EXERCISE INSTRUCTIONS>
Please copy each line of the data that includes the string "view".

***** DATASET ENTRIES

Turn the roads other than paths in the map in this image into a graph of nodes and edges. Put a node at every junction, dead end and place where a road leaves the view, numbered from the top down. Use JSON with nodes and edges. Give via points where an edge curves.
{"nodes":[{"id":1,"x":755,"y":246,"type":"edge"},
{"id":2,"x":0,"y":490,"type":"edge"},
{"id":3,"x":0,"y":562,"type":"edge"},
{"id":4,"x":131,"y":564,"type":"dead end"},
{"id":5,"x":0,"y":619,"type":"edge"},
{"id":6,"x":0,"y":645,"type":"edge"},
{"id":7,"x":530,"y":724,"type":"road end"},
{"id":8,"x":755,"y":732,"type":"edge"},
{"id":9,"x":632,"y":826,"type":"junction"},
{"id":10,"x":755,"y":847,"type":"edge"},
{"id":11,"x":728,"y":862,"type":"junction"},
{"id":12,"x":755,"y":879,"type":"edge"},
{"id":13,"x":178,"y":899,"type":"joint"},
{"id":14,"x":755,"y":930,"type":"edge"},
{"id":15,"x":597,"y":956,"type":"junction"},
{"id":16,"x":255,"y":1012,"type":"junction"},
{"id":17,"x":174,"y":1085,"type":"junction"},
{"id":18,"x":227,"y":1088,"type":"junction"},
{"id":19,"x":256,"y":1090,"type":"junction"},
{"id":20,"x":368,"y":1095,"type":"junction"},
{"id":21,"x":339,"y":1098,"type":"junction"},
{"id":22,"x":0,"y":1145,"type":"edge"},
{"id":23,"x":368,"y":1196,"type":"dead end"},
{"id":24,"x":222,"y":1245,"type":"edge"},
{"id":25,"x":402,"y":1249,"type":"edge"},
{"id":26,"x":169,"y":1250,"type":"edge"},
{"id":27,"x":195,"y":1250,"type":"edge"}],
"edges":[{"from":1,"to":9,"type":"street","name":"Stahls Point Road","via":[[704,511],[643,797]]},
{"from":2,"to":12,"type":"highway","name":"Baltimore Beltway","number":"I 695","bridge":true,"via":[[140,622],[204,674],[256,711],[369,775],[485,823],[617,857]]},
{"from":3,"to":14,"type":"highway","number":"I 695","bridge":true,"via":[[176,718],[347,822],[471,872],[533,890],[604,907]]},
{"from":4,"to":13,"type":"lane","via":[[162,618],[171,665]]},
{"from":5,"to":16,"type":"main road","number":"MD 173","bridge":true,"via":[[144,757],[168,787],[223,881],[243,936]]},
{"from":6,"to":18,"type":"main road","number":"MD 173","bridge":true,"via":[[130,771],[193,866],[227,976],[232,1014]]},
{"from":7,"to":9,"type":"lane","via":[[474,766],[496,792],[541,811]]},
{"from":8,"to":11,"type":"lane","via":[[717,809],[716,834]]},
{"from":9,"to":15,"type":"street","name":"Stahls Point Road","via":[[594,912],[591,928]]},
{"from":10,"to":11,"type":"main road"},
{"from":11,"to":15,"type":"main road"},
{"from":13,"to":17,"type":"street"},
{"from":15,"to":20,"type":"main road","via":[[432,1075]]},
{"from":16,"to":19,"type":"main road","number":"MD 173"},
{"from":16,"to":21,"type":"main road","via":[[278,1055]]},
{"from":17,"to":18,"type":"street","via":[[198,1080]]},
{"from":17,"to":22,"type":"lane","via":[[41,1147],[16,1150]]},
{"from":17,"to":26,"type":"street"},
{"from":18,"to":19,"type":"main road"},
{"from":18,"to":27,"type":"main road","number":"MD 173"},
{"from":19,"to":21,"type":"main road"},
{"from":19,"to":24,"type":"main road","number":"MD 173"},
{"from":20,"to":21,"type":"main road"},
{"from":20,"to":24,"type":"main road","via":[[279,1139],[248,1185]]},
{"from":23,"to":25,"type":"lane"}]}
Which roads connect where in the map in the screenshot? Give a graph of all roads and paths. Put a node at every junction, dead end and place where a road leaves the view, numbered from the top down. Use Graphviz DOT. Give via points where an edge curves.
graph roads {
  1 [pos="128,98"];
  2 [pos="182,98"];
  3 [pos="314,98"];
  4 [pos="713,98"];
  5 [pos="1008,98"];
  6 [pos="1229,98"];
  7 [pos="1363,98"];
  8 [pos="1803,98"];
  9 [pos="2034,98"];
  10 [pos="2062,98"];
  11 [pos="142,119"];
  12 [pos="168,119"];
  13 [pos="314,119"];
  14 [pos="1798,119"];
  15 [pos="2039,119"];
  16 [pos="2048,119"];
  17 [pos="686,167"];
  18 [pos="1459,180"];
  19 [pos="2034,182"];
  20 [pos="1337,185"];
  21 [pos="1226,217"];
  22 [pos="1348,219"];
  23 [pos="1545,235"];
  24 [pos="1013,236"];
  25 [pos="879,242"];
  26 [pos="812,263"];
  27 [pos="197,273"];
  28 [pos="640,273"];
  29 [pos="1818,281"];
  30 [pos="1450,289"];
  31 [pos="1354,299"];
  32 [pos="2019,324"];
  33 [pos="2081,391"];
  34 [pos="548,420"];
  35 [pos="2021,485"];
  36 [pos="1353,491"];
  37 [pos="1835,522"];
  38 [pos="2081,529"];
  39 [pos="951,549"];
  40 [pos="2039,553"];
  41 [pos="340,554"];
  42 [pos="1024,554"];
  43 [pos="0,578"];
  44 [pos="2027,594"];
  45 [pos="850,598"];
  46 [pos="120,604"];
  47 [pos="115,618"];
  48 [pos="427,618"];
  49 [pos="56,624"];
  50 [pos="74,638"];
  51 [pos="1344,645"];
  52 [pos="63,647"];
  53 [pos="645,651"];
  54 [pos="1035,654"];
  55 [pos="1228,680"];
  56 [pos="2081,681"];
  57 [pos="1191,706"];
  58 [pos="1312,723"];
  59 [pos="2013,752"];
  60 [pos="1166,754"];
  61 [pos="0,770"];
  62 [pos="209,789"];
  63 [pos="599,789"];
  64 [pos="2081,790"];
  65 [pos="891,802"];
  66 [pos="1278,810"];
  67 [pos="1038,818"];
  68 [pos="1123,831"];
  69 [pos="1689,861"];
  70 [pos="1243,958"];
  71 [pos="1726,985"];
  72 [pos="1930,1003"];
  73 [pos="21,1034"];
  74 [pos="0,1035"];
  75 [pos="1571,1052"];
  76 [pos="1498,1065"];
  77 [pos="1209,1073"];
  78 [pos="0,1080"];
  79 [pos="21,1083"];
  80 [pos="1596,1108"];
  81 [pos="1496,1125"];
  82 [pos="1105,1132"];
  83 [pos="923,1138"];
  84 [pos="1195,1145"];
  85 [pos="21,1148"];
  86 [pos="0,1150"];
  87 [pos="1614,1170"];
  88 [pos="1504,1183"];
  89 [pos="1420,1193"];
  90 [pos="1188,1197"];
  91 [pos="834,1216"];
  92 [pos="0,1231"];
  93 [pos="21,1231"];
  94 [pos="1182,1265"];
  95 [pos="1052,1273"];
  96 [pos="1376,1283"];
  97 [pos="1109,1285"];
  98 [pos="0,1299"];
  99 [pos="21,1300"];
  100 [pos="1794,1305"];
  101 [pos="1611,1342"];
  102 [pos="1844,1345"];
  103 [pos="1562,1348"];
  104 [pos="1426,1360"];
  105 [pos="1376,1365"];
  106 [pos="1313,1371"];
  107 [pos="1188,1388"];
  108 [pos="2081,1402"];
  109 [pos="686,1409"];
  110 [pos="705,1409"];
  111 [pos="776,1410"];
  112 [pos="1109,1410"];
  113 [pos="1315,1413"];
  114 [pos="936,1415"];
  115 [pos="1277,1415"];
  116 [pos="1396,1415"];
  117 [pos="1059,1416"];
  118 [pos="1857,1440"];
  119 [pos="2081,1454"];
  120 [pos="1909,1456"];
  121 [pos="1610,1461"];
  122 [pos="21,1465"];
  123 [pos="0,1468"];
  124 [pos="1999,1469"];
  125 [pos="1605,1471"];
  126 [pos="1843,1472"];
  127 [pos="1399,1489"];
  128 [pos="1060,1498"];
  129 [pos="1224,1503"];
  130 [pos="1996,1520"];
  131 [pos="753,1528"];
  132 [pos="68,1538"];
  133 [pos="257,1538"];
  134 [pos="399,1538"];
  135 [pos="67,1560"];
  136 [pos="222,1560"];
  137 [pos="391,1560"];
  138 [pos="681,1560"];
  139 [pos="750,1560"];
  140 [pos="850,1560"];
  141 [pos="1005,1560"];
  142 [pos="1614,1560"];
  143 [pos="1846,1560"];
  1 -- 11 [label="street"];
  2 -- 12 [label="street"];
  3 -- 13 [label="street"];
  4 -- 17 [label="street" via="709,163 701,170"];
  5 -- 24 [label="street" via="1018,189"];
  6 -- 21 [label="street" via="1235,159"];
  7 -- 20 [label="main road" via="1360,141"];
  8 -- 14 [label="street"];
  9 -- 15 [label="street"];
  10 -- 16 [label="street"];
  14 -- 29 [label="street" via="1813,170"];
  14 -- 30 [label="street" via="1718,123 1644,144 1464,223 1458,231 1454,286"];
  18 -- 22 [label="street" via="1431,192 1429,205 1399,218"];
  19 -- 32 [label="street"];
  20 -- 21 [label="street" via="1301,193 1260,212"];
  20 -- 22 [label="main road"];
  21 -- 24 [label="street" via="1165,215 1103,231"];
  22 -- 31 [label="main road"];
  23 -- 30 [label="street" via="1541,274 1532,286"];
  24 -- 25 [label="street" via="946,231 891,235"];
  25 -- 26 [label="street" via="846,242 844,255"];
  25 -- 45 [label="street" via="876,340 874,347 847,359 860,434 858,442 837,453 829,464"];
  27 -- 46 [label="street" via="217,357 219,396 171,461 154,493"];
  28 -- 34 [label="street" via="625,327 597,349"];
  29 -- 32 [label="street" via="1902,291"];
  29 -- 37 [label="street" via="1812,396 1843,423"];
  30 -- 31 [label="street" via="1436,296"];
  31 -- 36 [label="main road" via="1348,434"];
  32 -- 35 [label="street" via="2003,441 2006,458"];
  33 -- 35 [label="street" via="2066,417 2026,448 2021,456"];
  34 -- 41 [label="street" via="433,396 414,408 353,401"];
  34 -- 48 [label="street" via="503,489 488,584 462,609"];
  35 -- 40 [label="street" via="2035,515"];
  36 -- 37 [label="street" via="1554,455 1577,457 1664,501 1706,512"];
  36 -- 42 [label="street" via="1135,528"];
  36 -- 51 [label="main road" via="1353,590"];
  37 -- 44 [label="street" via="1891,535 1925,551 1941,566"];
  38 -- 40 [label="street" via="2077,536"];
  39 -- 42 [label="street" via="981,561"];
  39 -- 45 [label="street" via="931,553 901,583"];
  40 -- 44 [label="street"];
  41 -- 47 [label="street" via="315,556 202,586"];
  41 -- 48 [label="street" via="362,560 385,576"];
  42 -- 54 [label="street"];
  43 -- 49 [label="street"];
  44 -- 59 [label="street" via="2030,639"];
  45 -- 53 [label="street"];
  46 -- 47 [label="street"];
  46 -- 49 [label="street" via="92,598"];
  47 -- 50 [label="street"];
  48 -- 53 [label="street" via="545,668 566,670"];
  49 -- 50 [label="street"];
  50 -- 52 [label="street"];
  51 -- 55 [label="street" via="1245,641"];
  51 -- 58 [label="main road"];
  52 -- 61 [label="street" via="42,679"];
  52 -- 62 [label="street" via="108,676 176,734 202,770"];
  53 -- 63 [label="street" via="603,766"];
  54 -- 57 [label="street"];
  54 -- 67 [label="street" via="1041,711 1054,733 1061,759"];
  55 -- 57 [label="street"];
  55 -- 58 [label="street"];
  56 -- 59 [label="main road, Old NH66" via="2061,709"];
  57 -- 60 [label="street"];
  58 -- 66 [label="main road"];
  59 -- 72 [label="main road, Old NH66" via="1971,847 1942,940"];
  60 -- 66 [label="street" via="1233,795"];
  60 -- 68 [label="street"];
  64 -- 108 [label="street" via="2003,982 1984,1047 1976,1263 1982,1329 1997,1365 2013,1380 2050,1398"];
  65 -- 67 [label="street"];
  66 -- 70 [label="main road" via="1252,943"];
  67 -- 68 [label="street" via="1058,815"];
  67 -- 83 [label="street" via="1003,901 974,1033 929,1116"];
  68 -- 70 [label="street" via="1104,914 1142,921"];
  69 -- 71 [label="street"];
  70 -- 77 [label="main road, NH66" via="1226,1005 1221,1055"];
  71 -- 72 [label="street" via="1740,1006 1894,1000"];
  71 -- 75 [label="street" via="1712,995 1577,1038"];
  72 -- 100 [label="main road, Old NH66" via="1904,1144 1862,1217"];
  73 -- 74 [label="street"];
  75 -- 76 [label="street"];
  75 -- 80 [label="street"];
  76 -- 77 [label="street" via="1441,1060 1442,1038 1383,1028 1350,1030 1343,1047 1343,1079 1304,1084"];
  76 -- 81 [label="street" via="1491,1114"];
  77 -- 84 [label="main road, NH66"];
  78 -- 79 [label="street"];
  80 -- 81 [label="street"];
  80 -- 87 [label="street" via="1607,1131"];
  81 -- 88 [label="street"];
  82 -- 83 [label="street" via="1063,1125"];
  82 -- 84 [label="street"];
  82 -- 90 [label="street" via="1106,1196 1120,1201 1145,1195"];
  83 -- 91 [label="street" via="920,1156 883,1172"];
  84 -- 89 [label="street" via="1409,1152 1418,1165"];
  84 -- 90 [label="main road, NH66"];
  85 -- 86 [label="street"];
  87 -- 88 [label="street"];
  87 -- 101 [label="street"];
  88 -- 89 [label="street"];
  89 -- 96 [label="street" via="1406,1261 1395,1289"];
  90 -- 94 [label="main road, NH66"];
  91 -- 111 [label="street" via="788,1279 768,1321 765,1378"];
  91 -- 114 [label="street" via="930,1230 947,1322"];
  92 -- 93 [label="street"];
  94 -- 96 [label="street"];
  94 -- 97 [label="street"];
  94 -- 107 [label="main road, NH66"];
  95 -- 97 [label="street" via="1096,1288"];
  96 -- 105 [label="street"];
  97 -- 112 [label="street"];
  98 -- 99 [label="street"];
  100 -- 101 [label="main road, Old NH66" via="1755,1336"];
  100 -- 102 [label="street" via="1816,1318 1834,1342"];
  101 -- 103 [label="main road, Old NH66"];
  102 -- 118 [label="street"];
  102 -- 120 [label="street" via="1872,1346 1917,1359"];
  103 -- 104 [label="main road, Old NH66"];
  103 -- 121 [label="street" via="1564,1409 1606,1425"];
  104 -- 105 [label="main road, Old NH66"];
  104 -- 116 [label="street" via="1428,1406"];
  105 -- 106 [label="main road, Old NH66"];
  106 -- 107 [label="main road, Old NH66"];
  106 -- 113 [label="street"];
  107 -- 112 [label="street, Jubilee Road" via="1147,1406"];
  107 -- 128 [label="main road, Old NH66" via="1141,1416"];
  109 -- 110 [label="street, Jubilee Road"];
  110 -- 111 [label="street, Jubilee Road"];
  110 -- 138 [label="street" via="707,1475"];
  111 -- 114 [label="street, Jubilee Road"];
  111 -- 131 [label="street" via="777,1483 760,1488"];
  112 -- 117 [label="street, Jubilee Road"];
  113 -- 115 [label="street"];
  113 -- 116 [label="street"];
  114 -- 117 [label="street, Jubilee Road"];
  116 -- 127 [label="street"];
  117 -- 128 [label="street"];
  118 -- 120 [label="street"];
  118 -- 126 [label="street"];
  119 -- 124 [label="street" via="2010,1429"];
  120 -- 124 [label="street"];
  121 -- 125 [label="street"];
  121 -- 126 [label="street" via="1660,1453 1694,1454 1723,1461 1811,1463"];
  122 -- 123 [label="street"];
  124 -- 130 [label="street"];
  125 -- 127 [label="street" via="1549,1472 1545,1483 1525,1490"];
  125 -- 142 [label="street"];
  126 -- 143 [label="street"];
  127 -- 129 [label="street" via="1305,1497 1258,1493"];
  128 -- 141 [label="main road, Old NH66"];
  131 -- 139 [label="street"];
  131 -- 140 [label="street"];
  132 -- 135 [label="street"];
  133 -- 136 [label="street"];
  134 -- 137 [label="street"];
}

**********

TASK OUTPUT>
Turn the roads other than paths in the map in this image into a graph of nodes and edges. Put a node at every junction, dead end and place where a road leaves the view, numbered from the top down. Use JSON with nodes and edges. Give via points where an edge curves.
Which roads connect where in the map in the screenshot? Give a graph of all roads and paths. Put a node at every junction, dead end and place where a road leaves the view, numbered from the top down. Use Graphviz DOT. Give via points where an edge curves.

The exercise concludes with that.